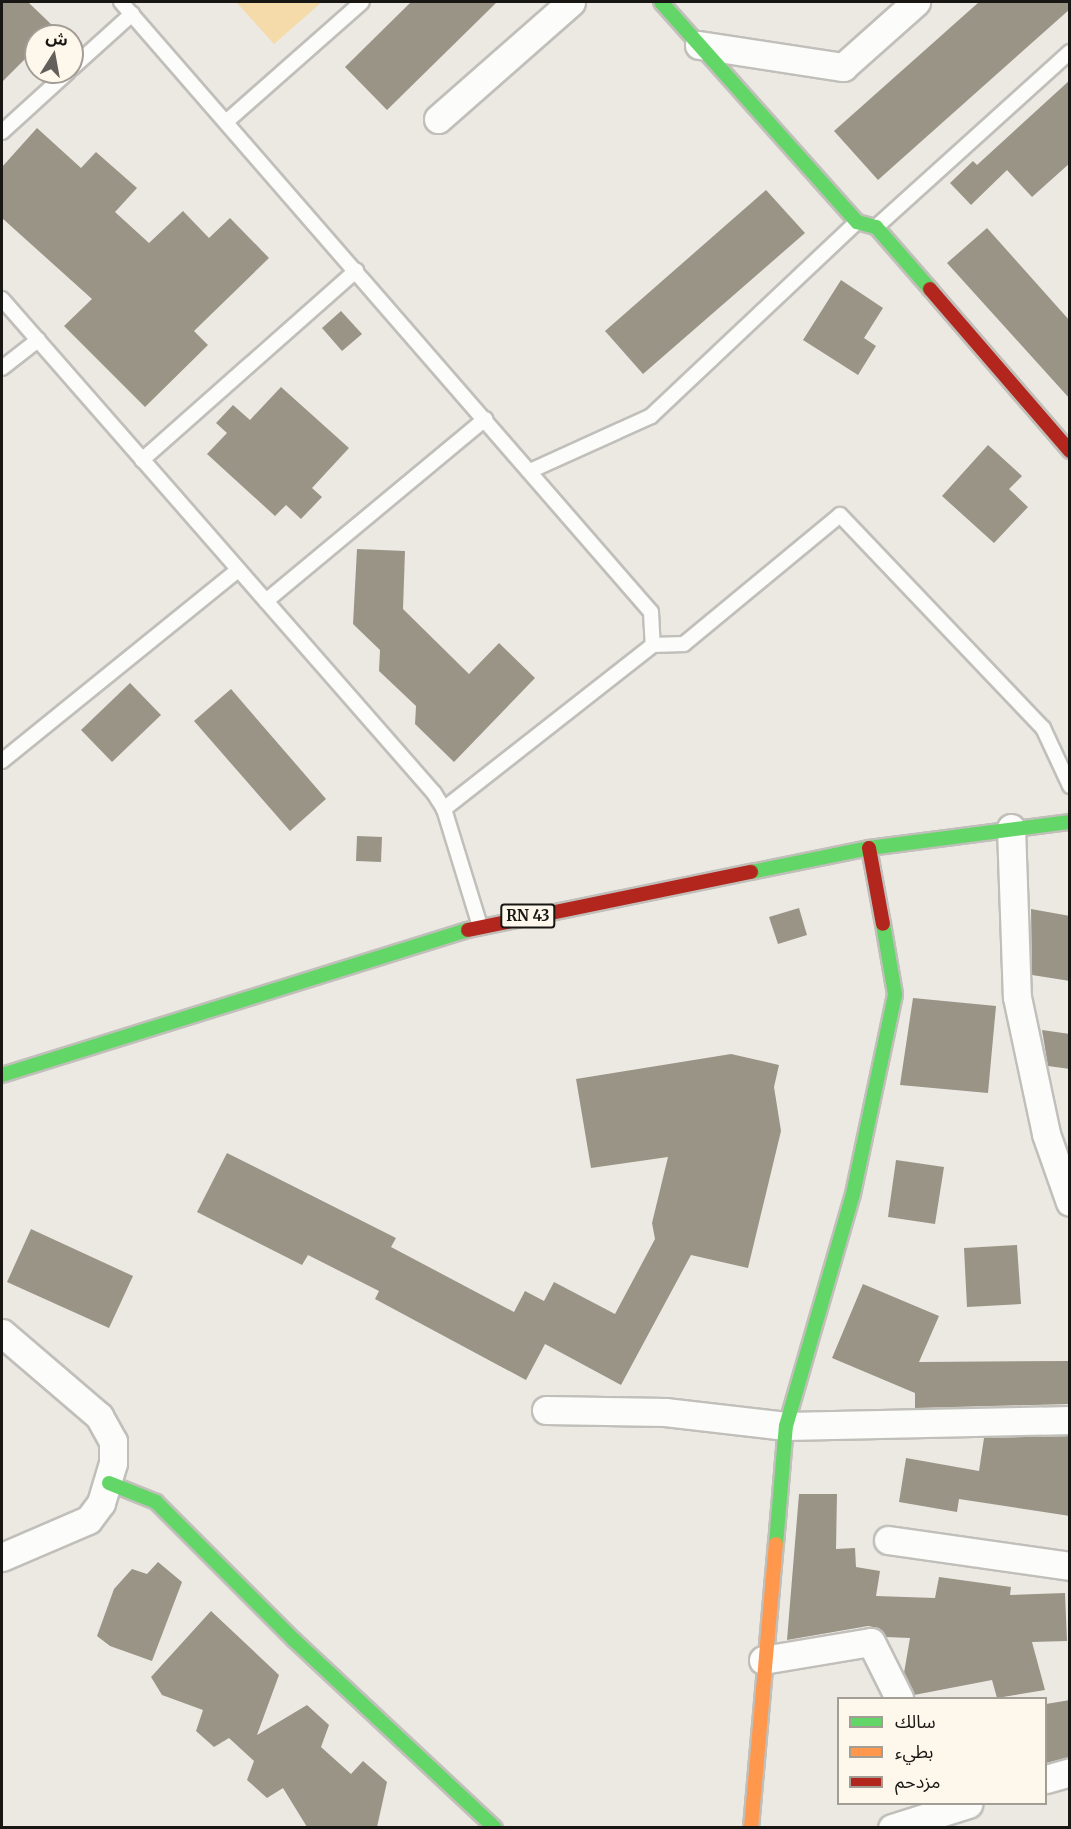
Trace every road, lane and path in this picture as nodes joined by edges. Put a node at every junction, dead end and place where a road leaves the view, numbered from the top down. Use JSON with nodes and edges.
{"nodes":[{"id":1,"x":121,"y":2,"type":"edge"},
{"id":2,"x":362,"y":2,"type":"edge"},
{"id":3,"x":572,"y":2,"type":"edge"},
{"id":4,"x":661,"y":2,"type":"edge"},
{"id":5,"x":916,"y":2,"type":"edge"},
{"id":6,"x":132,"y":14,"type":"junction"},
{"id":7,"x":699,"y":45,"type":"junction"},
{"id":8,"x":1070,"y":52,"type":"edge"},
{"id":9,"x":84,"y":57,"type":"edge"},
{"id":10,"x":55,"y":84,"type":"edge"},
{"id":11,"x":438,"y":119,"type":"dead end"},
{"id":12,"x":226,"y":122,"type":"junction"},
{"id":13,"x":2,"y":132,"type":"edge"},
{"id":14,"x":857,"y":222,"type":"junction"},
{"id":15,"x":876,"y":227,"type":"junction"},
{"id":16,"x":356,"y":271,"type":"junction"},
{"id":17,"x":2,"y":299,"type":"edge"},
{"id":18,"x":38,"y":340,"type":"junction"},
{"id":19,"x":2,"y":368,"type":"edge"},
{"id":20,"x":485,"y":419,"type":"junction"},
{"id":21,"x":1070,"y":451,"type":"edge"},
{"id":22,"x":142,"y":460,"type":"junction"},
{"id":23,"x":530,"y":471,"type":"junction"},
{"id":24,"x":238,"y":570,"type":"junction"},
{"id":25,"x":266,"y":601,"type":"junction"},
{"id":26,"x":653,"y":645,"type":"junction"},
{"id":27,"x":2,"y":761,"type":"edge"},
{"id":28,"x":1070,"y":786,"type":"edge"},
{"id":29,"x":444,"y":809,"type":"junction"},
{"id":30,"x":1070,"y":822,"type":"edge"},
{"id":31,"x":1011,"y":828,"type":"junction"},
{"id":32,"x":869,"y":848,"type":"junction"},
{"id":33,"x":480,"y":926,"type":"junction"},
{"id":34,"x":2,"y":1075,"type":"edge"},
{"id":35,"x":1070,"y":1202,"type":"edge"},
{"id":36,"x":2,"y":1333,"type":"edge"},
{"id":37,"x":546,"y":1410,"type":"dead end"},
{"id":38,"x":1070,"y":1420,"type":"edge"},
{"id":39,"x":786,"y":1426,"type":"junction"},
{"id":40,"x":109,"y":1483,"type":"junction"},
{"id":41,"x":888,"y":1540,"type":"dead end"},
{"id":42,"x":2,"y":1557,"type":"edge"},
{"id":43,"x":1070,"y":1566,"type":"edge"},
{"id":44,"x":763,"y":1660,"type":"junction"},
{"id":45,"x":898,"y":1697,"type":"edge"},
{"id":46,"x":1070,"y":1772,"type":"edge"},
{"id":47,"x":1047,"y":1779,"type":"edge"},
{"id":48,"x":957,"y":1805,"type":"edge"},
{"id":49,"x":495,"y":1827,"type":"edge"},
{"id":50,"x":751,"y":1827,"type":"edge"},
{"id":51,"x":892,"y":1827,"type":"edge"}],
"edges":[{"from":1,"to":6,"type":"lane"},
{"from":2,"to":12,"type":"lane"},
{"from":3,"to":11,"type":"street"},
{"from":4,"to":7,"type":"street"},
{"from":5,"to":7,"type":"street"},
{"from":6,"to":9,"type":"lane"},
{"from":6,"to":12,"type":"lane"},
{"from":7,"to":14,"type":"street"},
{"from":8,"to":15,"type":"lane"},
{"from":10,"to":13,"type":"lane"},
{"from":12,"to":16,"type":"lane"},
{"from":14,"to":15,"type":"street"},
{"from":14,"to":23,"type":"lane"},
{"from":15,"to":21,"type":"street"},
{"from":16,"to":20,"type":"lane"},
{"from":16,"to":22,"type":"lane"},
{"from":17,"to":18,"type":"lane"},
{"from":18,"to":19,"type":"lane"},
{"from":18,"to":22,"type":"lane"},
{"from":20,"to":23,"type":"lane"},
{"from":20,"to":25,"type":"lane"},
{"from":22,"to":24,"type":"lane"},
{"from":23,"to":26,"type":"lane"},
{"from":24,"to":25,"type":"lane"},
{"from":24,"to":27,"type":"lane"},
{"from":25,"to":29,"type":"lane"},
{"from":26,"to":28,"type":"lane"},
{"from":26,"to":29,"type":"lane"},
{"from":29,"to":33,"type":"lane"},
{"from":30,"to":31,"type":"street","number":"RN 43"},
{"from":31,"to":32,"type":"street","number":"RN 43"},
{"from":31,"to":35,"type":"street"},
{"from":32,"to":33,"type":"street","number":"RN 43"},
{"from":32,"to":39,"type":"street"},
{"from":33,"to":34,"type":"street","number":"RN 43"},
{"from":36,"to":40,"type":"street"},
{"from":37,"to":39,"type":"street"},
{"from":38,"to":39,"type":"street"},
{"from":39,"to":44,"type":"street"},
{"from":40,"to":42,"type":"street"},
{"from":40,"to":49,"type":"street"},
{"from":41,"to":43,"type":"street"},
{"from":44,"to":45,"type":"street"},
{"from":44,"to":50,"type":"street"},
{"from":46,"to":47,"type":"street"},
{"from":48,"to":51,"type":"street"}]}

▶ Description of the task
If the records include pictures, omit them and transcribe everything else exactly.

▶ Response to this exercise
Trace every road, lane and path in this picture as nodes joined by edges. Put a node at every junction, dead end and place where a road leaves the view, numbered from the top down. Use JSON with nodes and edges.
{"nodes":[{"id":1,"x":121,"y":2,"type":"edge"},
{"id":2,"x":362,"y":2,"type":"edge"},
{"id":3,"x":572,"y":2,"type":"edge"},
{"id":4,"x":661,"y":2,"type":"edge"},
{"id":5,"x":916,"y":2,"type":"edge"},
{"id":6,"x":132,"y":14,"type":"junction"},
{"id":7,"x":699,"y":45,"type":"junction"},
{"id":8,"x":1070,"y":52,"type":"edge"},
{"id":9,"x":84,"y":57,"type":"edge"},
{"id":10,"x":55,"y":84,"type":"edge"},
{"id":11,"x":438,"y":119,"type":"dead end"},
{"id":12,"x":226,"y":122,"type":"junction"},
{"id":13,"x":2,"y":132,"type":"edge"},
{"id":14,"x":857,"y":222,"type":"junction"},
{"id":15,"x":876,"y":227,"type":"junction"},
{"id":16,"x":356,"y":271,"type":"junction"},
{"id":17,"x":2,"y":299,"type":"edge"},
{"id":18,"x":38,"y":340,"type":"junction"},
{"id":19,"x":2,"y":368,"type":"edge"},
{"id":20,"x":485,"y":419,"type":"junction"},
{"id":21,"x":1070,"y":451,"type":"edge"},
{"id":22,"x":142,"y":460,"type":"junction"},
{"id":23,"x":530,"y":471,"type":"junction"},
{"id":24,"x":238,"y":570,"type":"junction"},
{"id":25,"x":266,"y":601,"type":"junction"},
{"id":26,"x":653,"y":645,"type":"junction"},
{"id":27,"x":2,"y":761,"type":"edge"},
{"id":28,"x":1070,"y":786,"type":"edge"},
{"id":29,"x":444,"y":809,"type":"junction"},
{"id":30,"x":1070,"y":822,"type":"edge"},
{"id":31,"x":1011,"y":828,"type":"junction"},
{"id":32,"x":869,"y":848,"type":"junction"},
{"id":33,"x":480,"y":926,"type":"junction"},
{"id":34,"x":2,"y":1075,"type":"edge"},
{"id":35,"x":1070,"y":1202,"type":"edge"},
{"id":36,"x":2,"y":1333,"type":"edge"},
{"id":37,"x":546,"y":1410,"type":"dead end"},
{"id":38,"x":1070,"y":1420,"type":"edge"},
{"id":39,"x":786,"y":1426,"type":"junction"},
{"id":40,"x":109,"y":1483,"type":"junction"},
{"id":41,"x":888,"y":1540,"type":"dead end"},
{"id":42,"x":2,"y":1557,"type":"edge"},
{"id":43,"x":1070,"y":1566,"type":"edge"},
{"id":44,"x":763,"y":1660,"type":"junction"},
{"id":45,"x":898,"y":1697,"type":"edge"},
{"id":46,"x":1070,"y":1772,"type":"edge"},
{"id":47,"x":1047,"y":1779,"type":"edge"},
{"id":48,"x":957,"y":1805,"type":"edge"},
{"id":49,"x":495,"y":1827,"type":"edge"},
{"id":50,"x":751,"y":1827,"type":"edge"},
{"id":51,"x":892,"y":1827,"type":"edge"}],
"edges":[{"from":1,"to":6,"type":"lane"},
{"from":2,"to":12,"type":"lane"},
{"from":3,"to":11,"type":"street"},
{"from":4,"to":7,"type":"street"},
{"from":5,"to":7,"type":"street"},
{"from":6,"to":9,"type":"lane"},
{"from":6,"to":12,"type":"lane"},
{"from":7,"to":14,"type":"street"},
{"from":8,"to":15,"type":"lane"},
{"from":10,"to":13,"type":"lane"},
{"from":12,"to":16,"type":"lane"},
{"from":14,"to":15,"type":"street"},
{"from":14,"to":23,"type":"lane"},
{"from":15,"to":21,"type":"street"},
{"from":16,"to":20,"type":"lane"},
{"from":16,"to":22,"type":"lane"},
{"from":17,"to":18,"type":"lane"},
{"from":18,"to":19,"type":"lane"},
{"from":18,"to":22,"type":"lane"},
{"from":20,"to":23,"type":"lane"},
{"from":20,"to":25,"type":"lane"},
{"from":22,"to":24,"type":"lane"},
{"from":23,"to":26,"type":"lane"},
{"from":24,"to":25,"type":"lane"},
{"from":24,"to":27,"type":"lane"},
{"from":25,"to":29,"type":"lane"},
{"from":26,"to":28,"type":"lane"},
{"from":26,"to":29,"type":"lane"},
{"from":29,"to":33,"type":"lane"},
{"from":30,"to":31,"type":"street","number":"RN 43"},
{"from":31,"to":32,"type":"street","number":"RN 43"},
{"from":31,"to":35,"type":"street"},
{"from":32,"to":33,"type":"street","number":"RN 43"},
{"from":32,"to":39,"type":"street"},
{"from":33,"to":34,"type":"street","number":"RN 43"},
{"from":36,"to":40,"type":"street"},
{"from":37,"to":39,"type":"street"},
{"from":38,"to":39,"type":"street"},
{"from":39,"to":44,"type":"street"},
{"from":40,"to":42,"type":"street"},
{"from":40,"to":49,"type":"street"},
{"from":41,"to":43,"type":"street"},
{"from":44,"to":45,"type":"street"},
{"from":44,"to":50,"type":"street"},
{"from":46,"to":47,"type":"street"},
{"from":48,"to":51,"type":"street"}]}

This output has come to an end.